[Records drawn from a dataset]
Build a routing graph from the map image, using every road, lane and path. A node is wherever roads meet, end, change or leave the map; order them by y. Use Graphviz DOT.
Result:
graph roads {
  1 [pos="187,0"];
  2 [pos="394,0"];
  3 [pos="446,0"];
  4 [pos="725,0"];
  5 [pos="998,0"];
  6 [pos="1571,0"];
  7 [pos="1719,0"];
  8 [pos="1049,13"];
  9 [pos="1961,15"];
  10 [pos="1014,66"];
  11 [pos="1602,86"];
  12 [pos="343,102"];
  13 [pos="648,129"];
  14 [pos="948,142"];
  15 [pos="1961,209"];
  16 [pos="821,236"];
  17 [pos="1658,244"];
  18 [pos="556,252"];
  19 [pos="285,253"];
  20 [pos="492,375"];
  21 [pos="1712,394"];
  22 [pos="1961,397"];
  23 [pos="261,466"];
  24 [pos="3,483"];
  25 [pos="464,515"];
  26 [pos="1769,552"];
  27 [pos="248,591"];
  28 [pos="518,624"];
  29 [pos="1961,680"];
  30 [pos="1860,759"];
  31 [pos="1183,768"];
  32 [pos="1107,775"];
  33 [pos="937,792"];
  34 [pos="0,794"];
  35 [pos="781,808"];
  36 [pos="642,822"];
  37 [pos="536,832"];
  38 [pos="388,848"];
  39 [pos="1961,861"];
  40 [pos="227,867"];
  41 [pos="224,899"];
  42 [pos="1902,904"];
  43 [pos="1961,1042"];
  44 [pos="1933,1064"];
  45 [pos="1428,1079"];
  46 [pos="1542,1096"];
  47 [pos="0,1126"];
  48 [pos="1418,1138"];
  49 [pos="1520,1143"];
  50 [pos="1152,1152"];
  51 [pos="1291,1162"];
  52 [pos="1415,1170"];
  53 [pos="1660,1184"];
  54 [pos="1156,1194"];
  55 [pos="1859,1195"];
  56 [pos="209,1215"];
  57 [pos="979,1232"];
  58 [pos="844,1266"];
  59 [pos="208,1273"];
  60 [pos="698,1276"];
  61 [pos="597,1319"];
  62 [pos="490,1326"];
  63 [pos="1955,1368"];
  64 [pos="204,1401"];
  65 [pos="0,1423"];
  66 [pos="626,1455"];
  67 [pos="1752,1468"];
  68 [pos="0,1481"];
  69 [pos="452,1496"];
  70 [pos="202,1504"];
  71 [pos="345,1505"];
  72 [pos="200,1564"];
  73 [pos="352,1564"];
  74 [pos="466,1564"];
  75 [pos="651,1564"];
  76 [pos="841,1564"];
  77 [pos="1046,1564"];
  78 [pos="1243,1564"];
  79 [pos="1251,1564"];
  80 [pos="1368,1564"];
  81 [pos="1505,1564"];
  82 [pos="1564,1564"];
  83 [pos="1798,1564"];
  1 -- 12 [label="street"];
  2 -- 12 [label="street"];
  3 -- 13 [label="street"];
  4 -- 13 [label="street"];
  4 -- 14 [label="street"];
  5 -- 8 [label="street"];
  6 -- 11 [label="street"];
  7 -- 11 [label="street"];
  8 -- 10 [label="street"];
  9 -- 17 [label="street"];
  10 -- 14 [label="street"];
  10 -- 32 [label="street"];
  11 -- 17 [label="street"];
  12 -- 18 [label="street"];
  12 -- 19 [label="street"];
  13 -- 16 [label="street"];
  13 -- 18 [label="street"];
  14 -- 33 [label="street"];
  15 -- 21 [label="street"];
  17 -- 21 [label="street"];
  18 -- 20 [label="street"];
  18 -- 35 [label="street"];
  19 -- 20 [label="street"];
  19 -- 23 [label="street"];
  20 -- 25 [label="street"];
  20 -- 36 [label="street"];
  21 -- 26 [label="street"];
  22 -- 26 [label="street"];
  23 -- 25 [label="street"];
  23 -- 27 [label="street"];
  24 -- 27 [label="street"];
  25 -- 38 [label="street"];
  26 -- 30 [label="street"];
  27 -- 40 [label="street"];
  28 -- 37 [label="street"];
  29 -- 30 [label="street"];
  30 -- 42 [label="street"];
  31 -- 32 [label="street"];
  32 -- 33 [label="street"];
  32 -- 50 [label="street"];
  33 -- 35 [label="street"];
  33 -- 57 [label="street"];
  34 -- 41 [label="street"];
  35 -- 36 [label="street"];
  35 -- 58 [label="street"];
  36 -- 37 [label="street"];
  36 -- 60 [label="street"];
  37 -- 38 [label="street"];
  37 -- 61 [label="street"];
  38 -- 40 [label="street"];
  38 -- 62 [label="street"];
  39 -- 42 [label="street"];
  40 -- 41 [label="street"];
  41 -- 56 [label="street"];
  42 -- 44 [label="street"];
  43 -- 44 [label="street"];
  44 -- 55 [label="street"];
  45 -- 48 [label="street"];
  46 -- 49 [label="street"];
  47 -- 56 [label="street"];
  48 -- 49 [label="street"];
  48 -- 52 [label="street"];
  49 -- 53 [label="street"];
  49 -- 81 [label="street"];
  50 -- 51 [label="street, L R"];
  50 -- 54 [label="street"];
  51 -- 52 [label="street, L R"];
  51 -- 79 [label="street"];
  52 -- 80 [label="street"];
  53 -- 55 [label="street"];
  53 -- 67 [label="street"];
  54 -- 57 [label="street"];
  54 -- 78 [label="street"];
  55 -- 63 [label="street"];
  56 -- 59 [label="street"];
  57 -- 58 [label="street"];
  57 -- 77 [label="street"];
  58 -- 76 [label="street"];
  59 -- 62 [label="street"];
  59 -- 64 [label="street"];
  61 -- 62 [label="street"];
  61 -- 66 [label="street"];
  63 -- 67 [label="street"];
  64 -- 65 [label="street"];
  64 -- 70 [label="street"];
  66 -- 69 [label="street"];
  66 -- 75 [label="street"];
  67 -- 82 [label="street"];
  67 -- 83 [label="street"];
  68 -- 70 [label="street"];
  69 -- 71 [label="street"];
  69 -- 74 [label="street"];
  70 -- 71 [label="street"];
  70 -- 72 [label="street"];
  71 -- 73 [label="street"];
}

[EXERCISE PROMPT] Print every record above exactly as it stands.

[RESULT FOR THIS TASK]
Build a routing graph from the map image, using every road, lane and path. A node is wherever roads meet, end, change or leave the map; order them by y. Use Graphviz DOT.
Result:
graph roads {
  1 [pos="187,0"];
  2 [pos="394,0"];
  3 [pos="446,0"];
  4 [pos="725,0"];
  5 [pos="998,0"];
  6 [pos="1571,0"];
  7 [pos="1719,0"];
  8 [pos="1049,13"];
  9 [pos="1961,15"];
  10 [pos="1014,66"];
  11 [pos="1602,86"];
  12 [pos="343,102"];
  13 [pos="648,129"];
  14 [pos="948,142"];
  15 [pos="1961,209"];
  16 [pos="821,236"];
  17 [pos="1658,244"];
  18 [pos="556,252"];
  19 [pos="285,253"];
  20 [pos="492,375"];
  21 [pos="1712,394"];
  22 [pos="1961,397"];
  23 [pos="261,466"];
  24 [pos="3,483"];
  25 [pos="464,515"];
  26 [pos="1769,552"];
  27 [pos="248,591"];
  28 [pos="518,624"];
  29 [pos="1961,680"];
  30 [pos="1860,759"];
  31 [pos="1183,768"];
  32 [pos="1107,775"];
  33 [pos="937,792"];
  34 [pos="0,794"];
  35 [pos="781,808"];
  36 [pos="642,822"];
  37 [pos="536,832"];
  38 [pos="388,848"];
  39 [pos="1961,861"];
  40 [pos="227,867"];
  41 [pos="224,899"];
  42 [pos="1902,904"];
  43 [pos="1961,1042"];
  44 [pos="1933,1064"];
  45 [pos="1428,1079"];
  46 [pos="1542,1096"];
  47 [pos="0,1126"];
  48 [pos="1418,1138"];
  49 [pos="1520,1143"];
  50 [pos="1152,1152"];
  51 [pos="1291,1162"];
  52 [pos="1415,1170"];
  53 [pos="1660,1184"];
  54 [pos="1156,1194"];
  55 [pos="1859,1195"];
  56 [pos="209,1215"];
  57 [pos="979,1232"];
  58 [pos="844,1266"];
  59 [pos="208,1273"];
  60 [pos="698,1276"];
  61 [pos="597,1319"];
  62 [pos="490,1326"];
  63 [pos="1955,1368"];
  64 [pos="204,1401"];
  65 [pos="0,1423"];
  66 [pos="626,1455"];
  67 [pos="1752,1468"];
  68 [pos="0,1481"];
  69 [pos="452,1496"];
  70 [pos="202,1504"];
  71 [pos="345,1505"];
  72 [pos="200,1564"];
  73 [pos="352,1564"];
  74 [pos="466,1564"];
  75 [pos="651,1564"];
  76 [pos="841,1564"];
  77 [pos="1046,1564"];
  78 [pos="1243,1564"];
  79 [pos="1251,1564"];
  80 [pos="1368,1564"];
  81 [pos="1505,1564"];
  82 [pos="1564,1564"];
  83 [pos="1798,1564"];
  1 -- 12 [label="street"];
  2 -- 12 [label="street"];
  3 -- 13 [label="street"];
  4 -- 13 [label="street"];
  4 -- 14 [label="street"];
  5 -- 8 [label="street"];
  6 -- 11 [label="street"];
  7 -- 11 [label="street"];
  8 -- 10 [label="street"];
  9 -- 17 [label="street"];
  10 -- 14 [label="street"];
  10 -- 32 [label="street"];
  11 -- 17 [label="street"];
  12 -- 18 [label="street"];
  12 -- 19 [label="street"];
  13 -- 16 [label="street"];
  13 -- 18 [label="street"];
  14 -- 33 [label="street"];
  15 -- 21 [label="street"];
  17 -- 21 [label="street"];
  18 -- 20 [label="street"];
  18 -- 35 [label="street"];
  19 -- 20 [label="street"];
  19 -- 23 [label="street"];
  20 -- 25 [label="street"];
  20 -- 36 [label="street"];
  21 -- 26 [label="street"];
  22 -- 26 [label="street"];
  23 -- 25 [label="street"];
  23 -- 27 [label="street"];
  24 -- 27 [label="street"];
  25 -- 38 [label="street"];
  26 -- 30 [label="street"];
  27 -- 40 [label="street"];
  28 -- 37 [label="street"];
  29 -- 30 [label="street"];
  30 -- 42 [label="street"];
  31 -- 32 [label="street"];
  32 -- 33 [label="street"];
  32 -- 50 [label="street"];
  33 -- 35 [label="street"];
  33 -- 57 [label="street"];
  34 -- 41 [label="street"];
  35 -- 36 [label="street"];
  35 -- 58 [label="street"];
  36 -- 37 [label="street"];
  36 -- 60 [label="street"];
  37 -- 38 [label="street"];
  37 -- 61 [label="street"];
  38 -- 40 [label="street"];
  38 -- 62 [label="street"];
  39 -- 42 [label="street"];
  40 -- 41 [label="street"];
  41 -- 56 [label="street"];
  42 -- 44 [label="street"];
  43 -- 44 [label="street"];
  44 -- 55 [label="street"];
  45 -- 48 [label="street"];
  46 -- 49 [label="street"];
  47 -- 56 [label="street"];
  48 -- 49 [label="street"];
  48 -- 52 [label="street"];
  49 -- 53 [label="street"];
  49 -- 81 [label="street"];
  50 -- 51 [label="street, L R"];
  50 -- 54 [label="street"];
  51 -- 52 [label="street, L R"];
  51 -- 79 [label="street"];
  52 -- 80 [label="street"];
  53 -- 55 [label="street"];
  53 -- 67 [label="street"];
  54 -- 57 [label="street"];
  54 -- 78 [label="street"];
  55 -- 63 [label="street"];
  56 -- 59 [label="street"];
  57 -- 58 [label="street"];
  57 -- 77 [label="street"];
  58 -- 76 [label="street"];
  59 -- 62 [label="street"];
  59 -- 64 [label="street"];
  61 -- 62 [label="street"];
  61 -- 66 [label="street"];
  63 -- 67 [label="street"];
  64 -- 65 [label="street"];
  64 -- 70 [label="street"];
  66 -- 69 [label="street"];
  66 -- 75 [label="street"];
  67 -- 82 [label="street"];
  67 -- 83 [label="street"];
  68 -- 70 [label="street"];
  69 -- 71 [label="street"];
  69 -- 74 [label="street"];
  70 -- 71 [label="street"];
  70 -- 72 [label="street"];
  71 -- 73 [label="street"];
}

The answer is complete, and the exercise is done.